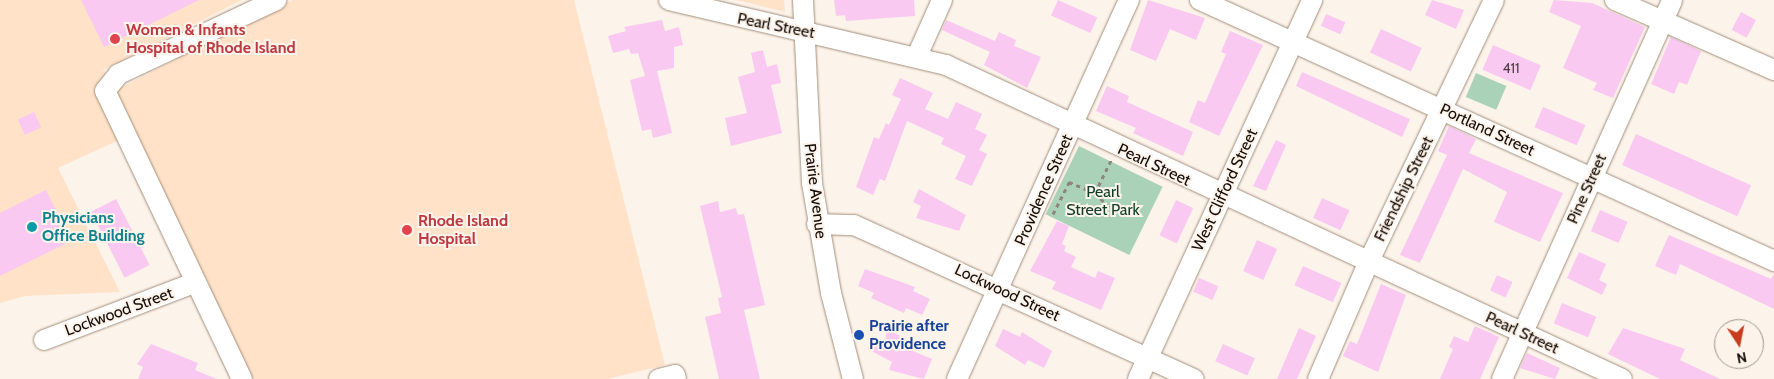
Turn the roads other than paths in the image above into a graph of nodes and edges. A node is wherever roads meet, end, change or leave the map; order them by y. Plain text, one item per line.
1 (276, 0) edge
2 (669, 0) edge
3 (803, 0) edge
4 (942, 0) edge
5 (1129, 0) edge
6 (1200, 0) edge
7 (1312, 0) edge
8 (1494, 0) edge
9 (1615, 0) edge
10 (1672, 0) edge
11 (698, 4) edge
12 (1662, 21) junction
13 (804, 31) junction
14 (1294, 42) junction
15 (918, 56) junction
16 (1774, 70) edge
17 (1443, 109) junction
18 (1072, 127) junction
19 (1592, 178) junction
20 (1222, 196) junction
21 (817, 224) junction
22 (1369, 261) junction
23 (1774, 261) edge
24 (194, 283) junction
25 (999, 288) junction
26 (1523, 333) junction
27 (44, 340) dead end
28 (1147, 358) junction
29 (242, 379) edge
30 (853, 379) edge
31 (958, 379) edge
32 (1138, 379) edge
33 (1194, 379) edge
34 (1318, 379) edge
35 (1502, 379) edge
36 (1622, 379) edge

1 - 24 street
2 - 11 street, Pearl Street
3 - 13 street, Prairie Avenue
4 - 15 street
5 - 18 street, Providence Street
6 - 14 street, Portland Street
7 - 14 street, West Clifford Street
8 - 17 street, Friendship Street
9 - 12 street
10 - 12 street, Pine Street
11 - 13 street, Pearl Street
12 - 16 street
12 - 19 street, Pine Street
13 - 15 street, Pearl Street
13 - 21 street, Prairie Avenue
14 - 17 street, Portland Street
14 - 20 street, West Clifford Street
15 - 18 street, Pearl Street
17 - 19 street, Portland Street
17 - 22 street, Friendship Street
18 - 20 street, Pearl Street
18 - 25 street, Providence Street
19 - 23 street, Portland Street
19 - 26 street, Pine Street
20 - 22 street, Pearl Street
20 - 28 street, West Clifford Street
21 - 25 street, Lockwood Street
21 - 30 street, Prairie Avenue
22 - 26 street, Pearl Street
22 - 34 street, Friendship Street
24 - 27 street, Lockwood Street
24 - 29 street
25 - 28 street, Lockwood Street
25 - 31 street, Providence Street
26 - 35 street, Pine Street
26 - 36 street, Pearl Street
28 - 32 street, West Clifford Street
28 - 33 street, Lockwood Street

__Task prompt__:
Please output the full listing above exactly, minus any pictures.

__Task response__:
Turn the roads other than paths in the image above into a graph of nodes and edges. A node is wherever roads meet, end, change or leave the map; order them by y. Plain text, one item per line.
1 (276, 0) edge
2 (669, 0) edge
3 (803, 0) edge
4 (942, 0) edge
5 (1129, 0) edge
6 (1200, 0) edge
7 (1312, 0) edge
8 (1494, 0) edge
9 (1615, 0) edge
10 (1672, 0) edge
11 (698, 4) edge
12 (1662, 21) junction
13 (804, 31) junction
14 (1294, 42) junction
15 (918, 56) junction
16 (1774, 70) edge
17 (1443, 109) junction
18 (1072, 127) junction
19 (1592, 178) junction
20 (1222, 196) junction
21 (817, 224) junction
22 (1369, 261) junction
23 (1774, 261) edge
24 (194, 283) junction
25 (999, 288) junction
26 (1523, 333) junction
27 (44, 340) dead end
28 (1147, 358) junction
29 (242, 379) edge
30 (853, 379) edge
31 (958, 379) edge
32 (1138, 379) edge
33 (1194, 379) edge
34 (1318, 379) edge
35 (1502, 379) edge
36 (1622, 379) edge

1 - 24 street
2 - 11 street, Pearl Street
3 - 13 street, Prairie Avenue
4 - 15 street
5 - 18 street, Providence Street
6 - 14 street, Portland Street
7 - 14 street, West Clifford Street
8 - 17 street, Friendship Street
9 - 12 street
10 - 12 street, Pine Street
11 - 13 street, Pearl Street
12 - 16 street
12 - 19 street, Pine Street
13 - 15 street, Pearl Street
13 - 21 street, Prairie Avenue
14 - 17 street, Portland Street
14 - 20 street, West Clifford Street
15 - 18 street, Pearl Street
17 - 19 street, Portland Street
17 - 22 street, Friendship Street
18 - 20 street, Pearl Street
18 - 25 street, Providence Street
19 - 23 street, Portland Street
19 - 26 street, Pine Street
20 - 22 street, Pearl Street
20 - 28 street, West Clifford Street
21 - 25 street, Lockwood Street
21 - 30 street, Prairie Avenue
22 - 26 street, Pearl Street
22 - 34 street, Friendship Street
24 - 27 street, Lockwood Street
24 - 29 street
25 - 28 street, Lockwood Street
25 - 31 street, Providence Street
26 - 35 street, Pine Street
26 - 36 street, Pearl Street
28 - 32 street, West Clifford Street
28 - 33 street, Lockwood Street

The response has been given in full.